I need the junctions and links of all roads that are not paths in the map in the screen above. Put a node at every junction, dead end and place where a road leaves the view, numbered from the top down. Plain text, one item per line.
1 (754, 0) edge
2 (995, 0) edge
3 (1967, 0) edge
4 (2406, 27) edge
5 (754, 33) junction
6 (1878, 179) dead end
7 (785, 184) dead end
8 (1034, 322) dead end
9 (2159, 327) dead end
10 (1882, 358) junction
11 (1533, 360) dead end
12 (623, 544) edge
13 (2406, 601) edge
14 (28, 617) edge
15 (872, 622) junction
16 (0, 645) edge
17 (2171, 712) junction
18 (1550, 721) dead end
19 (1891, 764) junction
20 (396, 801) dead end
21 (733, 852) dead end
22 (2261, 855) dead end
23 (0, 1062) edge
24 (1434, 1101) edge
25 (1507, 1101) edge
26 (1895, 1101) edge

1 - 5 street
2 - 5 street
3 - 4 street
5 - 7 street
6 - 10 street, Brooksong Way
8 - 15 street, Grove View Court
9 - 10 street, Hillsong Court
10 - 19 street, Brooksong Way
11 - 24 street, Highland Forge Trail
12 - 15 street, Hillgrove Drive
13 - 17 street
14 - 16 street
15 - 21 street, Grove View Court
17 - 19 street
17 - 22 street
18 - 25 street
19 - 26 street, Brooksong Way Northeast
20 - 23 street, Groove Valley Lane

* * *

DESCRIPTION OF THE TASK
Give back all the data exactly as written.

EXERCISE SOLUTION
I need the junctions and links of all roads that are not paths in the map in the screen above. Put a node at every junction, dead end and place where a road leaves the view, numbered from the top down. Plain text, one item per line.
1 (754, 0) edge
2 (995, 0) edge
3 (1967, 0) edge
4 (2406, 27) edge
5 (754, 33) junction
6 (1878, 179) dead end
7 (785, 184) dead end
8 (1034, 322) dead end
9 (2159, 327) dead end
10 (1882, 358) junction
11 (1533, 360) dead end
12 (623, 544) edge
13 (2406, 601) edge
14 (28, 617) edge
15 (872, 622) junction
16 (0, 645) edge
17 (2171, 712) junction
18 (1550, 721) dead end
19 (1891, 764) junction
20 (396, 801) dead end
21 (733, 852) dead end
22 (2261, 855) dead end
23 (0, 1062) edge
24 (1434, 1101) edge
25 (1507, 1101) edge
26 (1895, 1101) edge

1 - 5 street
2 - 5 street
3 - 4 street
5 - 7 street
6 - 10 street, Brooksong Way
8 - 15 street, Grove View Court
9 - 10 street, Hillsong Court
10 - 19 street, Brooksong Way
11 - 24 street, Highland Forge Trail
12 - 15 street, Hillgrove Drive
13 - 17 street
14 - 16 street
15 - 21 street, Grove View Court
17 - 19 street
17 - 22 street
18 - 25 street
19 - 26 street, Brooksong Way Northeast
20 - 23 street, Groove Valley Lane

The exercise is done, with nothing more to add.